» **PROMPT**
Give the number of lines in the entries below that contain "Europa". Write nothing besides it.

>>>

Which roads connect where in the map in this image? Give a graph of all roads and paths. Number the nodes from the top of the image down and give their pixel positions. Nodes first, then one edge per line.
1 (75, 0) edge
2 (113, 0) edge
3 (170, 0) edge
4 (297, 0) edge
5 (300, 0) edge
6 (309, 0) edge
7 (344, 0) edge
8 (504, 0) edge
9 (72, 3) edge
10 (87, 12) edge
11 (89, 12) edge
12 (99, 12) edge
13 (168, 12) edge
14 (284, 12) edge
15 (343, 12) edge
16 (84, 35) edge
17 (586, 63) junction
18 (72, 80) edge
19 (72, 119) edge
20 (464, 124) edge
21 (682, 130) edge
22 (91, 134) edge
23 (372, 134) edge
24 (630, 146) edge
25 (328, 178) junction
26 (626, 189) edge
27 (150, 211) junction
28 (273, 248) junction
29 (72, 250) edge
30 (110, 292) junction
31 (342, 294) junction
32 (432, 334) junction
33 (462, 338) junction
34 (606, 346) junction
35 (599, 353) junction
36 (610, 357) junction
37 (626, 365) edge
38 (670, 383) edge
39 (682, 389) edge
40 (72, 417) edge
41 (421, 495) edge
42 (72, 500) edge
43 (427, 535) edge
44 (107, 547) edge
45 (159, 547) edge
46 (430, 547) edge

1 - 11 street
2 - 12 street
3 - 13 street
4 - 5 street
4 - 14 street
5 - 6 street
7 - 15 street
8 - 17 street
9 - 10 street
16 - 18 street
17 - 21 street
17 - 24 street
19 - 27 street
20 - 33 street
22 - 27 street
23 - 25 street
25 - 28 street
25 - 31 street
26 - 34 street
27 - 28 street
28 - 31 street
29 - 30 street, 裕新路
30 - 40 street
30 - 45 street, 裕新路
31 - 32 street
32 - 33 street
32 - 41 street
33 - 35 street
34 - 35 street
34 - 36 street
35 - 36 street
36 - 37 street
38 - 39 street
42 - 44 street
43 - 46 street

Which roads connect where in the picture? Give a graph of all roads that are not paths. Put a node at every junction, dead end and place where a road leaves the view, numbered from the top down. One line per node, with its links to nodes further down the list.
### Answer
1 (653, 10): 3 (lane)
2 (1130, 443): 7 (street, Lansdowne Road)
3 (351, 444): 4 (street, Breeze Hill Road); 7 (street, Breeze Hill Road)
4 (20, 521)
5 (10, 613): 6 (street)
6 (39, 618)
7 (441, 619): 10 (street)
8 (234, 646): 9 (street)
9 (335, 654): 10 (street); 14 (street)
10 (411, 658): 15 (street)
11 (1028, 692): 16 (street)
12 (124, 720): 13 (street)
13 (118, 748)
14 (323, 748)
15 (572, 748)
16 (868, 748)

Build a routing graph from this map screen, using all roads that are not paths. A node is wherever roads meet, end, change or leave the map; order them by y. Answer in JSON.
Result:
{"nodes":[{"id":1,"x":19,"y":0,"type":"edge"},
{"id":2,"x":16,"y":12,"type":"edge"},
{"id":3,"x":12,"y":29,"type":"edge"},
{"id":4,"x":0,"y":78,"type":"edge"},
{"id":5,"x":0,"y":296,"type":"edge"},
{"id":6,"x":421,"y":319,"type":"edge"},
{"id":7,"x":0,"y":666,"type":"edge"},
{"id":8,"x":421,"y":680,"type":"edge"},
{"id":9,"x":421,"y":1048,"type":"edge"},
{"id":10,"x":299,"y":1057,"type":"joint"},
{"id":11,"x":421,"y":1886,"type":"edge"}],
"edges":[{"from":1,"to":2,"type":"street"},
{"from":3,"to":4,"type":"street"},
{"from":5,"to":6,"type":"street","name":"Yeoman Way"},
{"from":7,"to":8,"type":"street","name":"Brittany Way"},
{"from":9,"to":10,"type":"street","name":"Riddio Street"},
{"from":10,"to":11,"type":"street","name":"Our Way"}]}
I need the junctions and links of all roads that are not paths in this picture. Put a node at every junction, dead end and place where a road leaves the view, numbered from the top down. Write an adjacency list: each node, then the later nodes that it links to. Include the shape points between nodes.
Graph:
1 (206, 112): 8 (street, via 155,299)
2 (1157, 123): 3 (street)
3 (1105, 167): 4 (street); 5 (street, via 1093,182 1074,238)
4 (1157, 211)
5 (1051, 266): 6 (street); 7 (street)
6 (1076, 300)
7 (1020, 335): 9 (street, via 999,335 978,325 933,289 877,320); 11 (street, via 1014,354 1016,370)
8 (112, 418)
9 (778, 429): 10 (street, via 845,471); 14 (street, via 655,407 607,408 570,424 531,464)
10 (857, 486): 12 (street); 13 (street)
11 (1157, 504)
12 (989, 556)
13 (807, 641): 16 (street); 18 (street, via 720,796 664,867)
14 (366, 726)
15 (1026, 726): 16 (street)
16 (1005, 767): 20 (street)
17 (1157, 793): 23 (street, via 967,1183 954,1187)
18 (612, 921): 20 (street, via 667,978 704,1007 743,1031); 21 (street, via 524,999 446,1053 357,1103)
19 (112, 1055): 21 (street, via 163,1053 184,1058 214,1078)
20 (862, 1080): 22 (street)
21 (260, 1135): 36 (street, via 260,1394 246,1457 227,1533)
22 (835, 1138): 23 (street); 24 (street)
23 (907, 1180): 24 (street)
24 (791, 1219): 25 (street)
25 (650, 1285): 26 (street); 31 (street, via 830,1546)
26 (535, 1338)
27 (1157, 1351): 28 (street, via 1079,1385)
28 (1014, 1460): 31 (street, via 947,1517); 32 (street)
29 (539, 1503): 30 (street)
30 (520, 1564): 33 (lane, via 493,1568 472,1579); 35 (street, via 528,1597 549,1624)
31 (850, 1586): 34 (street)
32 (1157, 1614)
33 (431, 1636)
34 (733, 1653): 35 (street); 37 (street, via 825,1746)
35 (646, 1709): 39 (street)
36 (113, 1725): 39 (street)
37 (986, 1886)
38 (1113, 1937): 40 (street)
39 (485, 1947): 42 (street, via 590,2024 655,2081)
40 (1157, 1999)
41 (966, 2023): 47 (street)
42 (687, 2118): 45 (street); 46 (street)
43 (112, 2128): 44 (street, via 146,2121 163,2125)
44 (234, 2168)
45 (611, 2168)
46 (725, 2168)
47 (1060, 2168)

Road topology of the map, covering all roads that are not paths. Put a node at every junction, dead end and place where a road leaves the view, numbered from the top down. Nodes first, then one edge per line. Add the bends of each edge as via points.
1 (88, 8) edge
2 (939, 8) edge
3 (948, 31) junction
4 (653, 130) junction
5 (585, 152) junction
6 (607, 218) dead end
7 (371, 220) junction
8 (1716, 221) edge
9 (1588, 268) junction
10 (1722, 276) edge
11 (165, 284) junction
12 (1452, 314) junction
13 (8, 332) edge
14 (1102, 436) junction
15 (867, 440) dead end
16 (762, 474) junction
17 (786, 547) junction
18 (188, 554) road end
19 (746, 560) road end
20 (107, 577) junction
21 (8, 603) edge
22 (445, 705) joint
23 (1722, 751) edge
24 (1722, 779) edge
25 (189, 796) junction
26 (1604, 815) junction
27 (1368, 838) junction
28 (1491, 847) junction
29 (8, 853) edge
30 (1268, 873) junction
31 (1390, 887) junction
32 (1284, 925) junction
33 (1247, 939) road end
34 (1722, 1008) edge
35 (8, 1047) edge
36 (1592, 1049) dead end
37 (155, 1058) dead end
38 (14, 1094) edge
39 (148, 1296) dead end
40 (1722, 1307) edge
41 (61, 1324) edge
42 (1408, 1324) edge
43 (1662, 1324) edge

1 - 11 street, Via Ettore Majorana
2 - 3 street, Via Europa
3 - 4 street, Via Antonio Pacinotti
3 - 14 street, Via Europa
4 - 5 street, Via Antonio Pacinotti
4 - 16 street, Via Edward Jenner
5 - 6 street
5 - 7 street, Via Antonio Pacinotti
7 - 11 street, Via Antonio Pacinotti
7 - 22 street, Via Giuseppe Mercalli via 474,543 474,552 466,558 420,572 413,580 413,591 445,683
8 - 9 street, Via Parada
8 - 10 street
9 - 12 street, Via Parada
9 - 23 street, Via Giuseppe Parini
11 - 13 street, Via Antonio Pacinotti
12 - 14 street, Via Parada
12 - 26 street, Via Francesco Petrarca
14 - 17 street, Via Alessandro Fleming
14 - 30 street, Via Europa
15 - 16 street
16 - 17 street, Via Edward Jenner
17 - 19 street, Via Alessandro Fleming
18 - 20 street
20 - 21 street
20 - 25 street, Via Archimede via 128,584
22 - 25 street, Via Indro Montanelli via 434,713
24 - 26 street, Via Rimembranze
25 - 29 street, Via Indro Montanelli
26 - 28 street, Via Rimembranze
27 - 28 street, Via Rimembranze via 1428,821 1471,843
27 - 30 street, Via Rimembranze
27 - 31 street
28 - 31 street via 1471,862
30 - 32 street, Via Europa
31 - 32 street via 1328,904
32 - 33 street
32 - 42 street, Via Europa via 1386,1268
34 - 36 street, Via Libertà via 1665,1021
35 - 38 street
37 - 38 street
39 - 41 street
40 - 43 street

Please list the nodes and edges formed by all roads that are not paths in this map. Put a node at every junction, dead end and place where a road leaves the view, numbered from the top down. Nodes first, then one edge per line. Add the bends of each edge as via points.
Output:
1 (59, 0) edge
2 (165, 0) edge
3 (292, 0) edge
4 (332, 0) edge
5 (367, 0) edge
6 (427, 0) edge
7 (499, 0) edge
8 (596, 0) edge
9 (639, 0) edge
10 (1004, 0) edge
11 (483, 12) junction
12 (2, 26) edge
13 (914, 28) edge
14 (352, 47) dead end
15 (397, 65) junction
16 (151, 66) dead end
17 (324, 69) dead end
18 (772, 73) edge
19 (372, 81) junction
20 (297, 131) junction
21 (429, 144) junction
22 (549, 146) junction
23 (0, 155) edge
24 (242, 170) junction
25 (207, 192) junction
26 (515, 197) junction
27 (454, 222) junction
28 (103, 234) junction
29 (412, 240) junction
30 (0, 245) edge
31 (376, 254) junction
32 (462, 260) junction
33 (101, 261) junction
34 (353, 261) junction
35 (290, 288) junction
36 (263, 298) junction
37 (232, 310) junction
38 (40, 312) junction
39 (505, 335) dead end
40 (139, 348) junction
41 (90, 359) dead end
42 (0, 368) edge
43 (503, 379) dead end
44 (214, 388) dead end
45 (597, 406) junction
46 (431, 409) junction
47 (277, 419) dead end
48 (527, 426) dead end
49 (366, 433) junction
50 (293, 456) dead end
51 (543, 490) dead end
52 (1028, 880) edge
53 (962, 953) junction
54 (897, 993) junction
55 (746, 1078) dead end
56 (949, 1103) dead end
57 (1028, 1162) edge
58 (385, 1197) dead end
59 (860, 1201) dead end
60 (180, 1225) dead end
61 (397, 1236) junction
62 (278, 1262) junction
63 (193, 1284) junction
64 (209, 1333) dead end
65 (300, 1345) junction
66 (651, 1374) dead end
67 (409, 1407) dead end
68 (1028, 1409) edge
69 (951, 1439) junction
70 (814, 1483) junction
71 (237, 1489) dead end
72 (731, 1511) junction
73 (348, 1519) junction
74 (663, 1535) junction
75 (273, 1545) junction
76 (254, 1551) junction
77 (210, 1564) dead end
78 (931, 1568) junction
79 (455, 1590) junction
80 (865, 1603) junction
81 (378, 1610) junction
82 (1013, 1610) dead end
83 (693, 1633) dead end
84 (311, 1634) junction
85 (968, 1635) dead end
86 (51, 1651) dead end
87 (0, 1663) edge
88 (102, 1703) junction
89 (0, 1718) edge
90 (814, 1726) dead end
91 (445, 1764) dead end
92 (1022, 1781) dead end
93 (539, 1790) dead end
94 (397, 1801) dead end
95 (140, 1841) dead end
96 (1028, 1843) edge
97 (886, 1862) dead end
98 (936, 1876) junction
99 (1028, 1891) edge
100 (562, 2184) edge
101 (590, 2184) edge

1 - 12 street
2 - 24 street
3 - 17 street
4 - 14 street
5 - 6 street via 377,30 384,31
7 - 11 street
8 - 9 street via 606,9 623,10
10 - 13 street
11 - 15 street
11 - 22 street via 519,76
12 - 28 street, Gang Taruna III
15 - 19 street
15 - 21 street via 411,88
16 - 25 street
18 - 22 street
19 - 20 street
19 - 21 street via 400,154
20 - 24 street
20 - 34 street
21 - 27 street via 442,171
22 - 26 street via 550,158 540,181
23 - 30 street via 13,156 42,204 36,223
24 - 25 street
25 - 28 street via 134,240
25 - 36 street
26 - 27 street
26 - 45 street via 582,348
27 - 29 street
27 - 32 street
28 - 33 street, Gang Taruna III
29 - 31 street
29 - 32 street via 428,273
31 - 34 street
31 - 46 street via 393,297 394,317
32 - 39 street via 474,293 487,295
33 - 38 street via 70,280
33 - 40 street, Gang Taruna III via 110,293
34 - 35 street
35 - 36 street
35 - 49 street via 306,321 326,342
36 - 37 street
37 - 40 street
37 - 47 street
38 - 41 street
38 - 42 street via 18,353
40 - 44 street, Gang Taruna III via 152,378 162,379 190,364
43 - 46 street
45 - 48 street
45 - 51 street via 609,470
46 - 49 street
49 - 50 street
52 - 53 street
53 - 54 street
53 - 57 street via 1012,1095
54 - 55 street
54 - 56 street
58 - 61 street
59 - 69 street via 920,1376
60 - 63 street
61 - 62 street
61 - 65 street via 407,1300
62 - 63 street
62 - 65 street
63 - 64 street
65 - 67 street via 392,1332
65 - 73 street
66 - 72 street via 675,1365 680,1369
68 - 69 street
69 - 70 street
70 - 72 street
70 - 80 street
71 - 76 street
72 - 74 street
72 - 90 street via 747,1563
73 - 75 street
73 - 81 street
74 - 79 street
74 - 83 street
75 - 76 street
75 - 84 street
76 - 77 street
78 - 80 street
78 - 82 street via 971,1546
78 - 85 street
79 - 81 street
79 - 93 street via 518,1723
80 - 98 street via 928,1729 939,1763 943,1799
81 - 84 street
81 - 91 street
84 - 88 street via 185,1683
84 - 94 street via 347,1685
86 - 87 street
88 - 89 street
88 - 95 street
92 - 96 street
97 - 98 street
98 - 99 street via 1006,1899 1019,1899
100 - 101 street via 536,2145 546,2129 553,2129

<<<

» **RESPONSE TO THIS EXERCISE**
5